- _Work to be completed_
Please repeat the records exactly, keeping the pictures out.

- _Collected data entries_
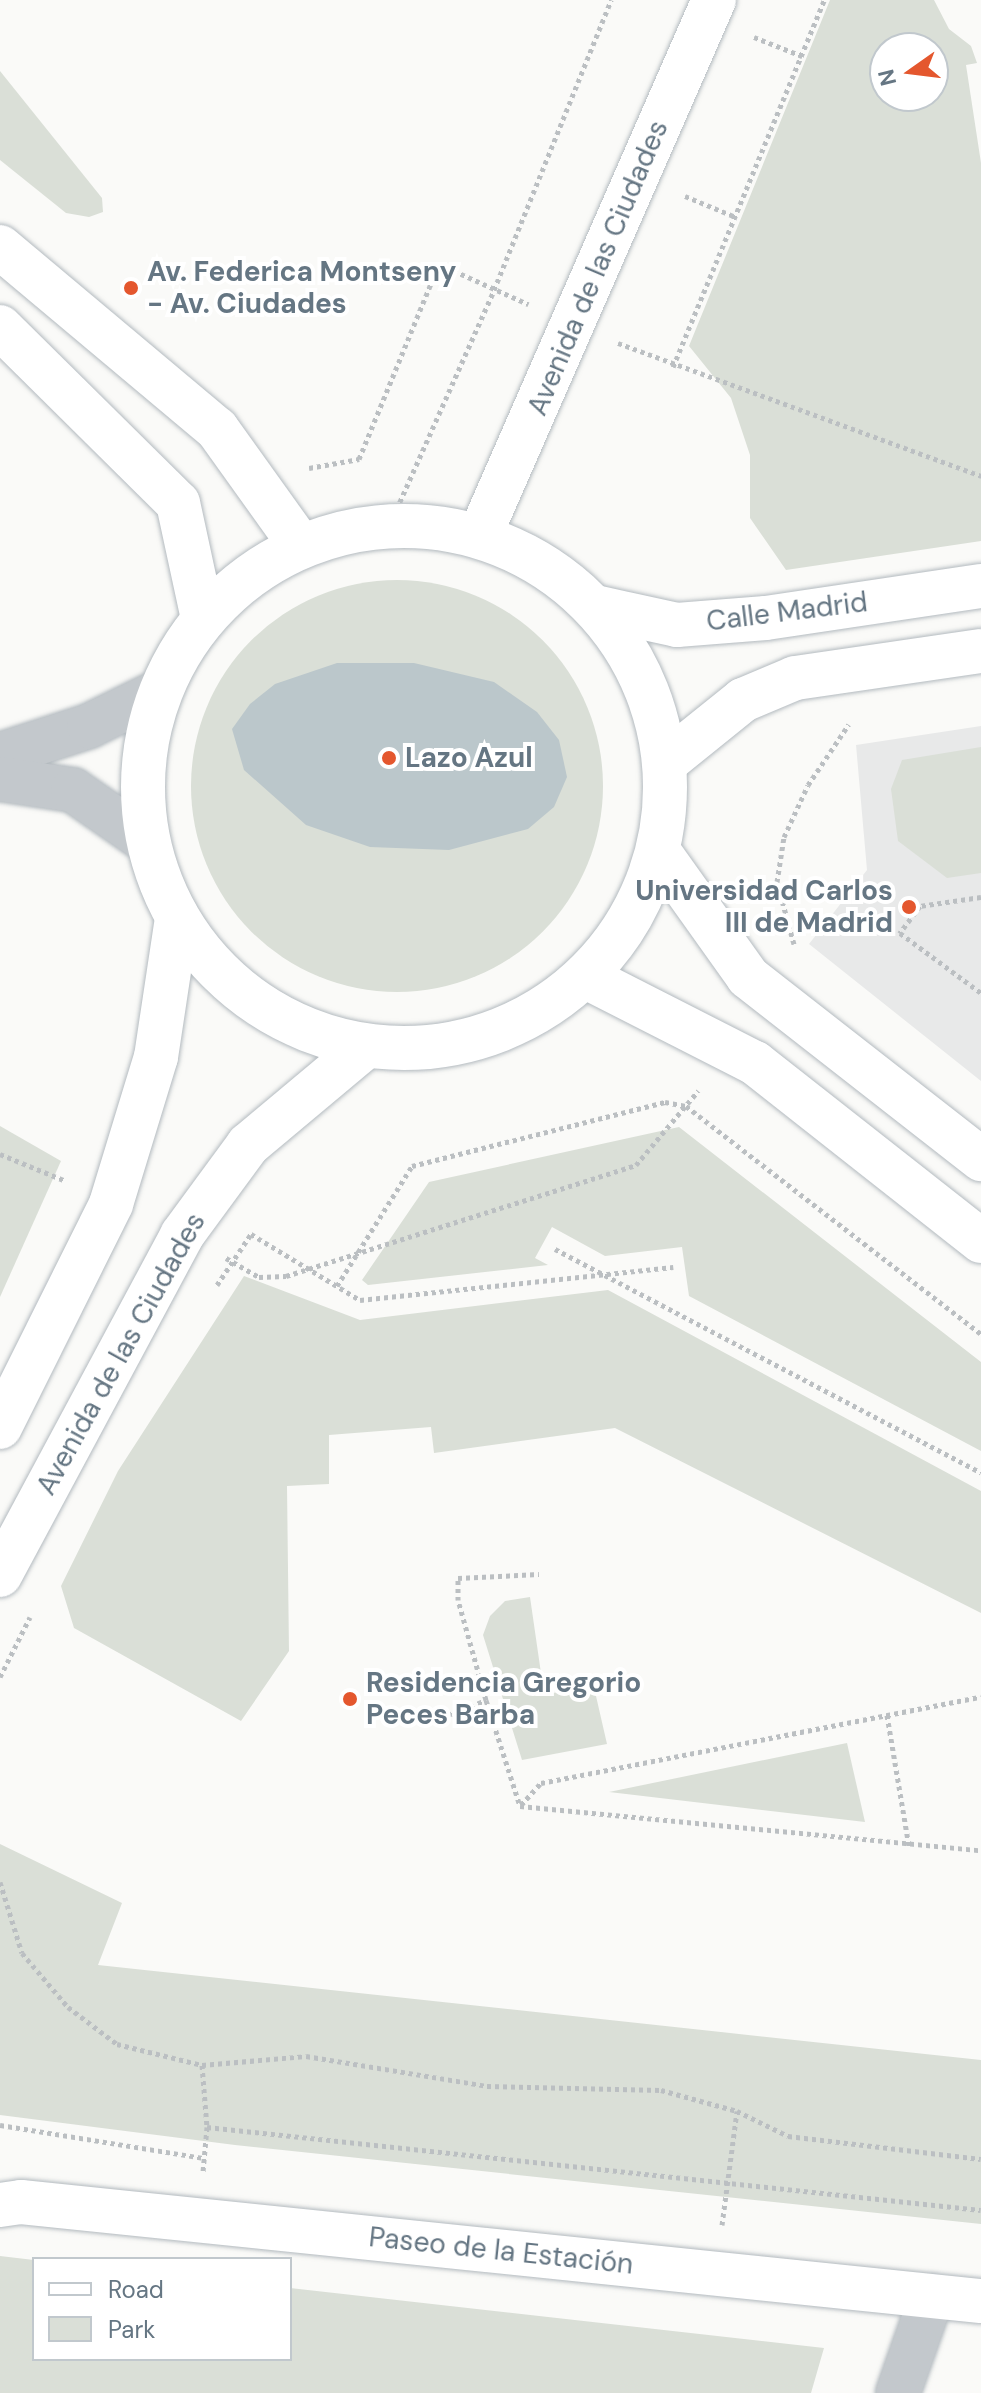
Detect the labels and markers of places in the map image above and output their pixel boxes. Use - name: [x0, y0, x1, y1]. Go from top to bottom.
- place label: Av. Federica Montseny - Av. Ciudades: [147, 255, 456, 321]
- marker: Av. Federica Montseny - Av. Ciudades: [122, 279, 140, 297]
- place label: Lazo Azul: [405, 741, 533, 775]
- marker: Lazo Azul: [380, 749, 398, 767]
- place label: Universidad Carlos III de Madrid: [635, 874, 893, 940]
- marker: Universidad Carlos III de Madrid: [900, 898, 918, 916]
- place label: Residencia Gregorio Peces Barba: [366, 1666, 641, 1732]
- marker: Residencia Gregorio Peces Barba: [341, 1690, 359, 1708]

- _Result for this task_
Detect the labels and markers of places in the map image above and output their pixel boxes. Use - name: [x0, y0, x1, y1]. Go from top to bottom.
- place label: Av. Federica Montseny - Av. Ciudades: [147, 255, 456, 321]
- marker: Av. Federica Montseny - Av. Ciudades: [122, 279, 140, 297]
- place label: Lazo Azul: [405, 741, 533, 775]
- marker: Lazo Azul: [380, 749, 398, 767]
- place label: Universidad Carlos III de Madrid: [635, 874, 893, 940]
- marker: Universidad Carlos III de Madrid: [900, 898, 918, 916]
- place label: Residencia Gregorio Peces Barba: [366, 1666, 641, 1732]
- marker: Residencia Gregorio Peces Barba: [341, 1690, 359, 1708]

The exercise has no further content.